» **Exercise goal**
For the entries below, the result should be an exact transcription of the lines from the one with "result.setSubpixel(true);" up to and including the one with "std::vector<float> xs(glyphs.size());", and only those.

» **Records shown**
++++++++++++++++++++

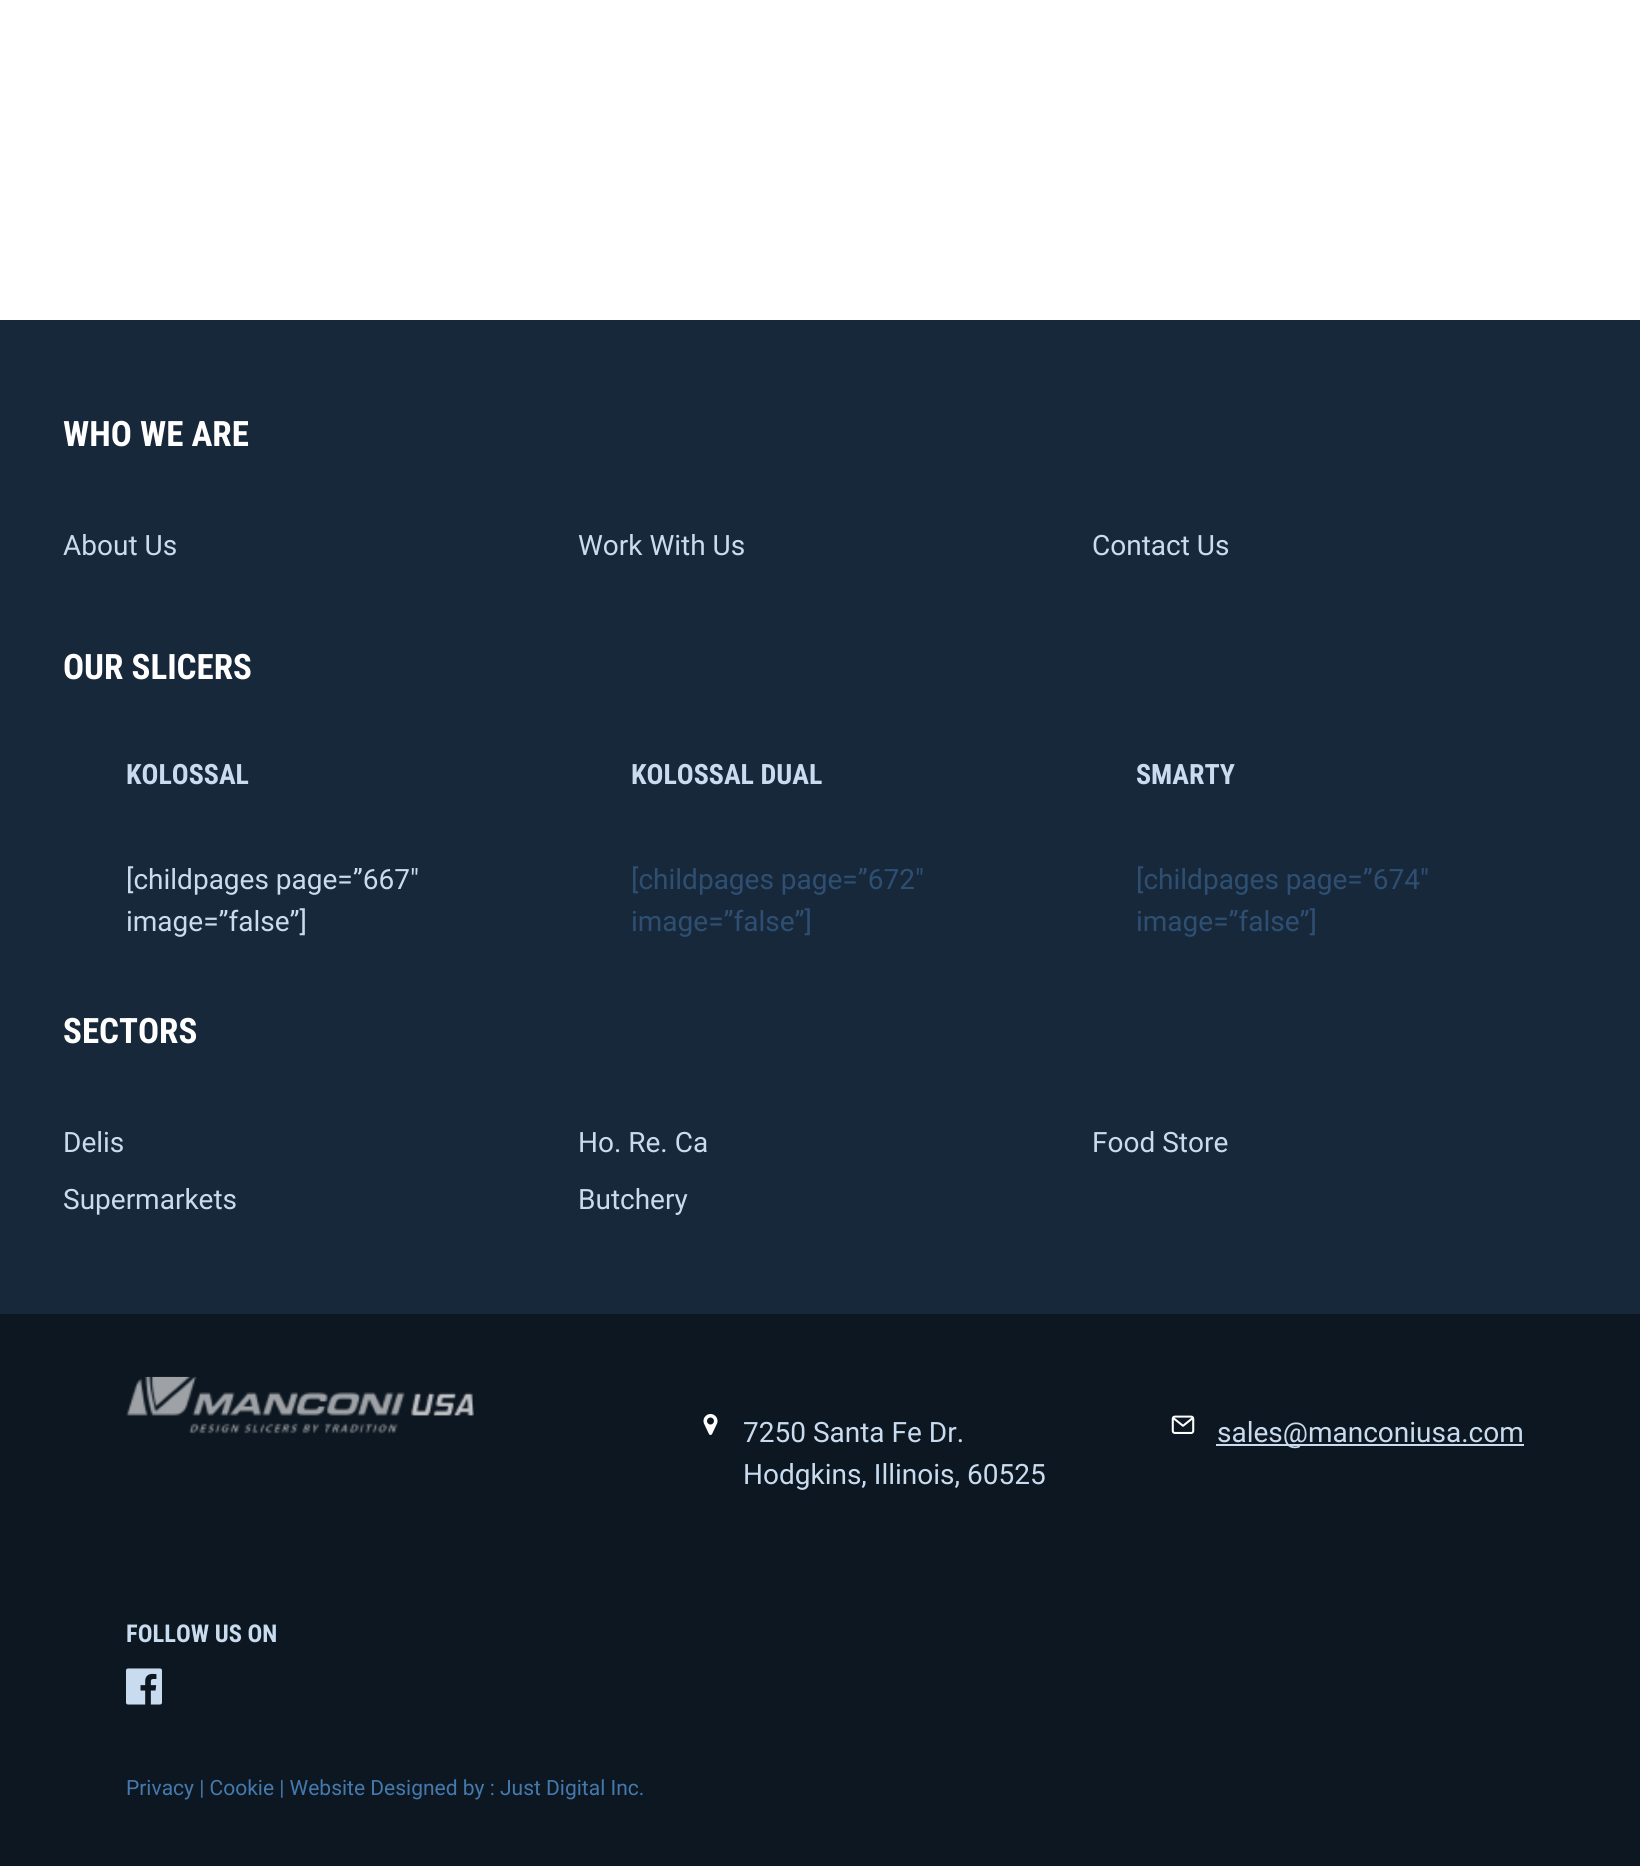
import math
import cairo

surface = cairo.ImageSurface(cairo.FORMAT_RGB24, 1640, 1866)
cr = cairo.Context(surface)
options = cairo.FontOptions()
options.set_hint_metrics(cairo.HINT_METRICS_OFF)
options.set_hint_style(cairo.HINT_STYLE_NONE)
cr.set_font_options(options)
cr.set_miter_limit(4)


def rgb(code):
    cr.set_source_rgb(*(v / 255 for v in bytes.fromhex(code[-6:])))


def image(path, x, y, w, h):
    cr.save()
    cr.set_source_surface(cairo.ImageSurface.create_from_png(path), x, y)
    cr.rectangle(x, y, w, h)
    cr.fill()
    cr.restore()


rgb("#ffffff")
cr.paint()
rgb("#17283a")
cr.rectangle(0, 320, 1640, 994)
cr.fill()
rgb("#0d1721")
cr.rectangle(0, 1314, 1640, 552)
cr.fill()
image("img/1.png", 126, 1376, 348, 58)
image("img/2.png", 703, 1414, 15, 21)
image("img/3.png", 1171, 1415, 24, 19)
rgb("#c9dbee")
cr.rectangle(1216, 1444, 308, 2)
cr.fill()
image("img/4.png", 126, 1668, 36, 37)
cr.select_font_face("Roboto Condensed", cairo.FONT_SLANT_NORMAL, cairo.FONT_WEIGHT_BOLD)
cr.set_font_size(35)
rgb("#ffffff")
cr.move_to(63, 446)
cr.show_text("WHO WE ARE")
cr.select_font_face("Roboto")
cr.set_font_size(28)
rgb("#c9dbee")
for x, y, s in [
    (63, 555, "About Us"),
    (578, 555, "Work With Us"),
    (1092, 555, "Contact Us"),
]:
    cr.move_to(x, y)
    cr.show_text(s)
cr.select_font_face("Roboto Condensed", cairo.FONT_SLANT_NORMAL, cairo.FONT_WEIGHT_BOLD)
cr.set_font_size(35)
rgb("#ffffff")
cr.move_to(63, 679)
cr.show_text("OUR SLICERS")
cr.set_font_size(28)
rgb("#c9dbee")
cr.move_to(126, 784)
cr.show_text("KOLOSSAL")
cr.select_font_face("Roboto")
cr.move_to(126, 889)
cr.show_text("[childpages page=”667″")
cr.move_to(126, 931)
cr.show_text("image=”false”]")
cr.select_font_face("Roboto Condensed", cairo.FONT_SLANT_NORMAL, cairo.FONT_WEIGHT_BOLD)
cr.move_to(631, 784)
cr.show_text("KOLOSSAL DUAL")
cr.select_font_face("Roboto")
rgb("#2e4f72")
cr.move_to(631, 889)
cr.show_text("[childpages page=”672″")
cr.move_to(631, 931)
cr.show_text("image=”false”]")
cr.select_font_face("Roboto Condensed", cairo.FONT_SLANT_NORMAL, cairo.FONT_WEIGHT_BOLD)
rgb("#c9dbee")
cr.move_to(1136, 784)
cr.show_text("SMARTY")
cr.select_font_face("Roboto")
rgb("#2e4f72")
cr.move_to(1136, 889)
cr.show_text("[childpages page=”674″")
cr.move_to(1136, 931)
cr.show_text("image=”false”]")
cr.select_font_face("Roboto Condensed", cairo.FONT_SLANT_NORMAL, cairo.FONT_WEIGHT_BOLD)
cr.set_font_size(35)
rgb("#ffffff")
cr.move_to(63, 1043)
cr.show_text("SECTORS")
cr.select_font_face("Roboto")
cr.set_font_size(28)
rgb("#c9dbee")
for x, y, s in [
    (63, 1152, "Delis"),
    (578, 1152, "Ho. Re. Ca"),
    (1092, 1152, "Food Store"),
    (63, 1209, "Supermarkets"),
    (578, 1209, "Butchery"),
    (743, 1442, "7250 Santa Fe Dr."),
    (743, 1484, "Hodgkins, Illinois, 60525"),
    (1217, 1442, "sales@manconiusa.com"),
]:
    cr.move_to(x, y)
    cr.show_text(s)
cr.select_font_face("Roboto Condensed", cairo.FONT_SLANT_NORMAL, cairo.FONT_WEIGHT_BOLD)
cr.set_font_size(24.5)
cr.move_to(126, 1642)
cr.show_text("FOLLOW US ON")
cr.select_font_face("Roboto")
cr.set_font_size(21)
rgb("#4479ad")
cr.move_to(126, 1795)
cr.show_text("Privacy | Cookie | Website Designed by : Just Digital Inc.")
surface.write_to_png("page.png")
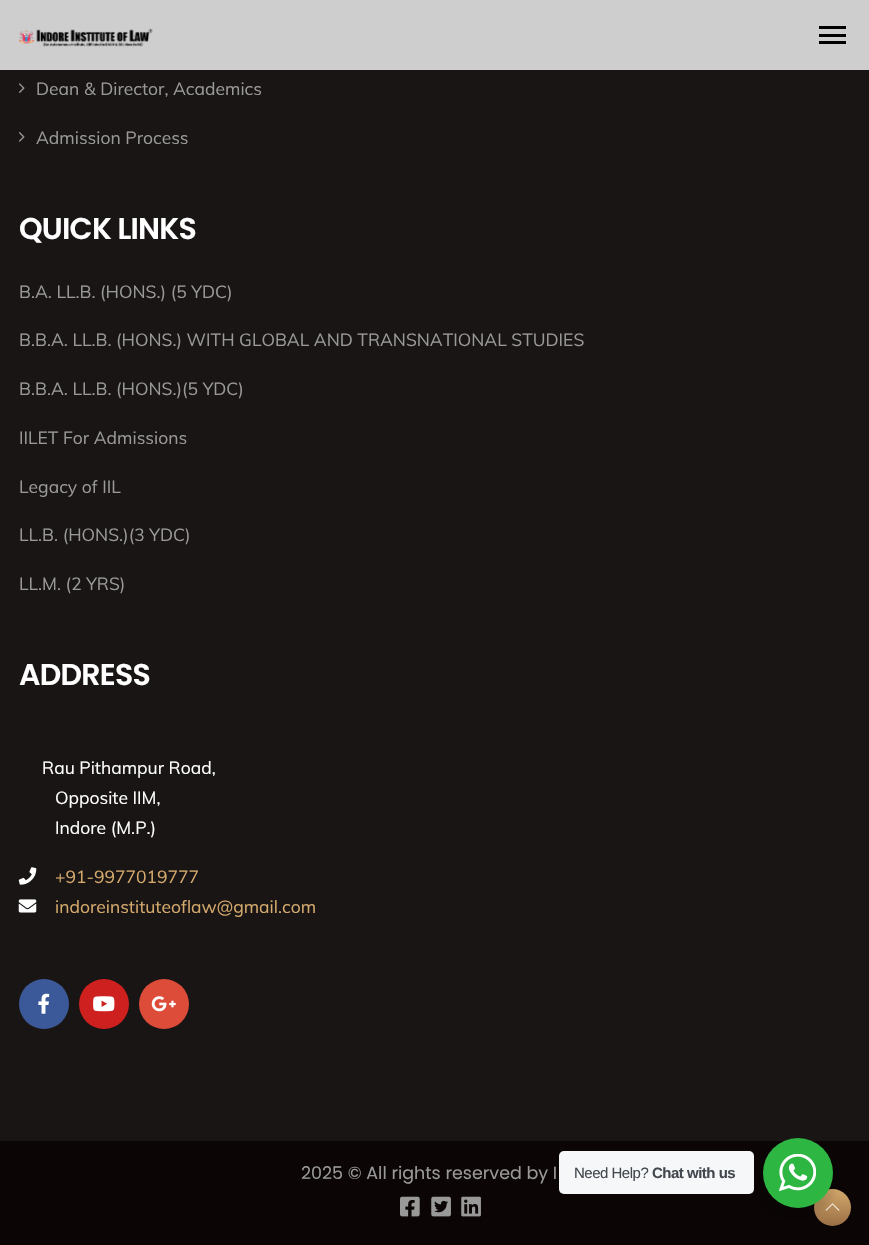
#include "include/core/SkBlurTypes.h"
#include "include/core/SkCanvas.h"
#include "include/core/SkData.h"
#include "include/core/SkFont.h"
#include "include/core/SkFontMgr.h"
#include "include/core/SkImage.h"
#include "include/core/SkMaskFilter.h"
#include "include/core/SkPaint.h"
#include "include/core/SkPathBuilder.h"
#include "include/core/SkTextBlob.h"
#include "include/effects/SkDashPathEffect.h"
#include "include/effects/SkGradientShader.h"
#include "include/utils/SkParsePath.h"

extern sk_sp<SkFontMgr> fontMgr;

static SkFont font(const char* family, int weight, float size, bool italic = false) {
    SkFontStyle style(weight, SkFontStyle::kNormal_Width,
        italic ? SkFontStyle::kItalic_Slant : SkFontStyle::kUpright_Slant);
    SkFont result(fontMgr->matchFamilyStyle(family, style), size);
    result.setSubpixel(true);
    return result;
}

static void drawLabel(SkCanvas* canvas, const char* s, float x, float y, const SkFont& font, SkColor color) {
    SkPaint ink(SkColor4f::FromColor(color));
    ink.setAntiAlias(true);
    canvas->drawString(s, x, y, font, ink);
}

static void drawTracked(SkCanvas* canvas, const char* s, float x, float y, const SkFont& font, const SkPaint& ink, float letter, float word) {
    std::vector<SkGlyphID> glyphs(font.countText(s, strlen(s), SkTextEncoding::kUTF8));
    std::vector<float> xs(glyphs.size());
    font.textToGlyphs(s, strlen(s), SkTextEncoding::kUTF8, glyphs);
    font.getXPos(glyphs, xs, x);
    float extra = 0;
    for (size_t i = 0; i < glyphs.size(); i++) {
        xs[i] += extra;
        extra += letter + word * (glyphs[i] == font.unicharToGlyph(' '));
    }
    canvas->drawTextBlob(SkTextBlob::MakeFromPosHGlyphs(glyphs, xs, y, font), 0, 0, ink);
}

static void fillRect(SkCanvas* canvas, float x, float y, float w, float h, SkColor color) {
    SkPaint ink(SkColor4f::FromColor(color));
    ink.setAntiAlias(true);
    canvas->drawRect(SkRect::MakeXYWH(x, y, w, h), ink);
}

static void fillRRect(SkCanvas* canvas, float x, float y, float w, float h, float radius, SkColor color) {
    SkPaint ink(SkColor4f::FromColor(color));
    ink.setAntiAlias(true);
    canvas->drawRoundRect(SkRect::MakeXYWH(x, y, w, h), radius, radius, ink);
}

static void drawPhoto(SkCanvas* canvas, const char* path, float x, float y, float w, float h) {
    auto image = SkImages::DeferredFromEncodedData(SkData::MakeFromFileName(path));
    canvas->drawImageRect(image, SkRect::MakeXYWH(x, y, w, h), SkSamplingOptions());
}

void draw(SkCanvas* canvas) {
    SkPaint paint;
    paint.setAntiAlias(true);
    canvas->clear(0xFF191514);
    fillRect(canvas, 0, 0, 869, 70, 0xFFCECECE);
    drawPhoto(canvas, "assets/img1.png", 18, 28, 135, 19);
    fillRect(canvas, 819, 26, 27, 3, 0xFF000000);
    fillRect(canvas, 819, 34, 27, 3, 0xFF000000);
    fillRect(canvas, 819, 41, 27, 3, 0xFF000000);
    drawPhoto(canvas, "assets/img2.png", 18, 83, 7, 10);
    SkFont font1 = font("Muli", 400, 17.5f);
    drawLabel(canvas, "Dean & Director, Academics", 36, 95, font1, 0xFF999999);
    drawPhoto(canvas, "assets/img3.png", 18, 132, 7, 10);
    drawLabel(canvas, "Admission Process", 36, 144, font1, 0xFF999999);
    SkFont font2 = font("Poppins", 600, 30);
    paint.setColor(0xFFFFFFFF);
    drawTracked(canvas, "QUICK LINKS", 19, 239, font2, paint, -0.75f, 0);
    drawLabel(canvas, "B.A. LL.B. (HONS.) (5 YDC)", 19, 298, font1, 0xFF999999);
    drawLabel(canvas, "B.B.A. LL.B. (HONS.) WITH GLOBAL AND TRANSNATIONAL STUDIES", 19, 346, font1, 0xFF999999);
    drawLabel(canvas, "B.B.A. LL.B. (HONS.)(5 YDC)", 19, 395, font1, 0xFF999999);
    drawLabel(canvas, "IILET For Admissions", 19, 444, font1, 0xFF999999);
    drawLabel(canvas, "Legacy of IIL", 19, 493, font1, 0xFF999999);
    drawLabel(canvas, "LL.B. (HONS.)(3 YDC)", 19, 541, font1, 0xFF999999);
    drawLabel(canvas, "LL.M. (2 YRS)", 19, 590, font1, 0xFF999999);
    drawTracked(canvas, "ADDRESS", 19, 685, font2, paint, -0.75f, 0);
    drawLabel(canvas, "Rau Pithampur Road,", 42, 774, font1, 0xFFFFFFFF);
    drawLabel(canvas, "Opposite IIM,", 55, 804, font1, 0xFFFFFFFF);
    drawLabel(canvas, "Indore (M.P.)", 55, 834, font1, 0xFFFFFFFF);
    drawPhoto(canvas, "assets/img4.png", 18, 867, 19, 18);
    drawLabel(canvas, "+91-9977019777", 55, 883, font1, 0xFFD5AA6D);
    drawPhoto(canvas, "assets/img5.png", 18, 899, 19, 14);
    drawLabel(canvas, "indoreinstituteoflaw@gmail.com", 55, 913, font1, 0xFFD5AA6D);
    paint.setColor(0xFF3B5999);
    canvas->drawCircle(44, 1004, 25, paint);
    drawPhoto(canvas, "assets/img6.png", 38, 993, 12, 21);
    paint.setColor(0xFFCD201F);
    canvas->drawCircle(104, 1004, 25, paint);
    drawPhoto(canvas, "assets/img7.png", 93, 996, 22, 16);
    paint.setColor(0xFFDD4B39);
    canvas->drawCircle(164, 1004, 25, paint);
    drawPhoto(canvas, "assets/img8.png", 151, 996, 25, 16);
    fillRect(canvas, 0, 1141, 869, 104, 0xFF0B0505);
    SkFont font3 = font("Poppins", 400, 17.5f);
    drawLabel(canvas, "2025 © All rights reserved by I", 301, 1179, font3, 0xFF999999);
    drawPhoto(canvas, "assets/img9.png", 400, 1196, 20, 21);
    drawPhoto(canvas, "assets/img10.png", 431, 1196, 20, 21);
    drawPhoto(canvas, "assets/img11.png", 461, 1196, 20, 21);
    {
        const SkColor colors[] = {0xFFD5AA6D, 0xFF9B6F45};
        const float stops[] = {0, 1};
        const SkPoint ends[] = {{833, 1189}, {833, 1226}};
        paint.setShader(SkGradientShader::MakeLinear(ends, colors, stops, 2, SkTileMode::kClamp));
        paint.setAlpha(255);
    }
    canvas->drawCircle(832.5f, 1207.5f, 18.5f, paint);
    drawPhoto(canvas, "assets/img12.png", 825, 1203, 15, 8);
    paint.setShader(nullptr);
    paint.setColor(0x24000000);
    paint.setMaskFilter(SkMaskFilter::MakeBlur(kNormal_SkBlurStyle, 5));
    canvas->drawRoundRect(SkRect::MakeXYWH(760, 1143, 75, 75), 37.5f, 37.5f, paint);
    paint.setMaskFilter(nullptr);
    fillRRect(canvas, 559, 1151, 195, 43, 5, 0xFFF5F7F9);
    SkFont font4 = font("Liberation Sans", 400, 15);
    paint.setColor(0xFF43474E);
    drawTracked(canvas, "Need Help?", 574, 1178, font4, paint, -0.5f, 0);
    SkFont font5 = font("Liberation Sans", 700, 15);
    drawTracked(canvas, "Chat with us", 652, 1178, font5, paint, -0.5f, 0);
    paint.setColor(0xFF2DB742);
    canvas->drawCircle(798, 1173, 35, paint);
    drawPhoto(canvas, "assets/img13.png", 779, 1154, 37, 37);
}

++++++++++++++++++++

» **Solution to this exercise**
    result.setSubpixel(true);
    return result;
}

static void drawLabel(SkCanvas* canvas, const char* s, float x, float y, const SkFont& font, SkColor color) {
    SkPaint ink(SkColor4f::FromColor(color));
    ink.setAntiAlias(true);
    canvas->drawString(s, x, y, font, ink);
}

static void drawTracked(SkCanvas* canvas, const char* s, float x, float y, const SkFont& font, const SkPaint& ink, float letter, float word) {
    std::vector<SkGlyphID> glyphs(font.countText(s, strlen(s), SkTextEncoding::kUTF8));
    std::vector<float> xs(glyphs.size());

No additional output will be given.